How to speed up array comparisons?

question

#1

I need to fix a bottleneck in my code during comparison of an array and a variable.
I’ve tested the map() function and it speed up my code only when I declare the number directly. If I store my number inside a variable I lost the performance.
Below we have a simple example in Julia 0.6.2. A is just an array and I need to compare it with a value stored in cte.

A = collect(1:1000) + rand(1000);
cte  = 560.5
@btime A .> 560.5
@btime A .> cte
@btime map( (l)-> l > 560.5,A)
@btime map( (l)-> l > cte,A)

In my computer, results were:

  • 4.679 μs (21 allocations: 5.06 KiB)
  • 3.916 μs (21 allocations: 4.95 KiB)
  • 846.938 ns (2 allocations: 1.08 KiB)
  • 16.998 μs (1003 allocations: 16.72 KiB)

We can see the third line has the better result. How can I define my variable cte so that the fourth line will had the same performance ?

Thank you


#2

You can do const cte = 560.5, or wrap the call in a function which takes cte as an argument.


#3

It works, thank you


#4

Or, if you need something super fast:

julia> function f(x,A)
       C = Array{Bool}(undef,length(A))
       @inbounds for i in 1:length(A)
         C[i] = ifelse(A[i]>x, true, false)
       end
       C
       end
f (generic function with 1 method)

julia> A = (1:1000) + rand(1000);
julia> cte = 560.5;
julia> @btime f($cte,$A);
  256.591 ns (1 allocation: 1.06 KiB)

#5

When benchmarking with BenchmarkTools, remember to always interpolate the variables!

julia> @btime map( (l)-> l > cte,A);
  25.785 μs (1003 allocations: 16.72 KiB)
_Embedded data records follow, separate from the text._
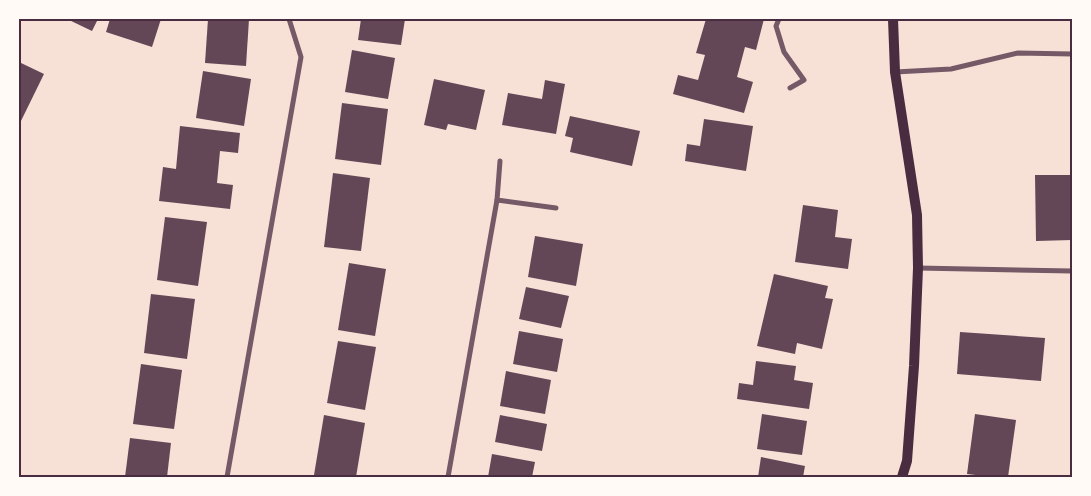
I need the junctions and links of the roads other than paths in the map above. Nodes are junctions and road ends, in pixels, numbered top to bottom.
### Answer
1 (289, 19) edge
2 (779, 19) edge
3 (893, 19) edge
4 (1072, 54) edge
5 (895, 72) junction
6 (790, 88) dead end
7 (500, 161) dead end
8 (496, 200) junction
9 (556, 208) dead end
10 (918, 268) junction
11 (1072, 271) edge
12 (227, 477) edge
13 (448, 477) edge
14 (902, 477) edge

1 - 12 street
2 - 6 street
3 - 5 main road
4 - 5 street
5 - 10 main road
7 - 8 street
8 - 9 street
8 - 13 street
10 - 11 street
10 - 14 main road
julia> @btime map( (l)-> l > $cte,$A);
  737.640 ns (2 allocations: 1.09 KiB)

If you have weird benchmarking results, 98% of the time, it’s because you didn’t interpolate.


#6

If array .> x is the bottleneck in your code, it’s likely you are doing something wrong. Don’t write Matlab/Numpy-style code that performs a sequence of vector operations one by one. Write a single loop that does all your processing in one pass over the array. (And put performance-critical code like this in a function.)


#7

I have seen pretty much this exact answer to basically the same question countless times. Why the reluctance to recommending variable interpolation? To me, that seems so much more convenient than creating a function. What am I missing?


#8

Interpolation is only something that works with the BenchmarkTools macros. And writing a lot of performance critical code as one big global script is bad programming style anyway—it leads to code reuse by copy-paste and editing your code every time you need to change a parameter.


#9

Could you explain what’s variable interpolation and when does it make a difference in performance?


#10

Interpolating it adds the literal to the expression instead of using a global which breaks type-inference.


#11

It makes no difference in practice, it is a quirk of the BenchmarkTools macros

@btime only really works in the global scope. But when you measure a function call via @btime, then you will measure both dispatch and time spent in the function, because @btime has to take your variables from the global scope (where they are untyped). This is distinct from using literals for benchmarking. Generally, whenever your timings are in usecs (or even nanoseconds), I would be wary of artifacts; such functions can really only be properly benchmarked in context (inlining and whatever your CPU ends up doing).

#on 0.62
julia> using BenchmarkTools

julia> @btime +(1,2);
  2.198 ns (0 allocations: 0 bytes)

julia> x=1;y=2;
julia> @btime +(x,y);
  23.521 ns (0 allocations: 0 bytes)
julia> @btime +($x,$y)
  2.633 ns (0 allocations: 0 bytes)

and

#on 0.7
julia> using BenchmarkTools

julia> @btime +(1,2)
  0.024 ns (0 allocations: 0 bytes)

julia> x=1;y=2;
julia> @btime +(x,y)
  29.138 ns (0 allocations: 0 bytes)
julia> @btime +($x,$y)
  2.207 ns (0 allocations: 0 bytes)

#12

@foobar_lv2, I can see the difference in results, but what’s Variable Interpolation?
What’s being done exactly?


#13

If I understand correctly
when you are doing
@benchmark func(X)
if func and or X are not constants in the scope you are benchmarking… that is, if it is possible to change
the type of func or X (without getting a warning).

then what you are actually benchmarking in each iteration is:
tic
get the current values for func and X
apply func(X)
toc

Whereas when you add the $ sign in the benchmark macro, you are not using the variable you are using the value of that variable in the time of the macro invocation, which is probably what you wanted.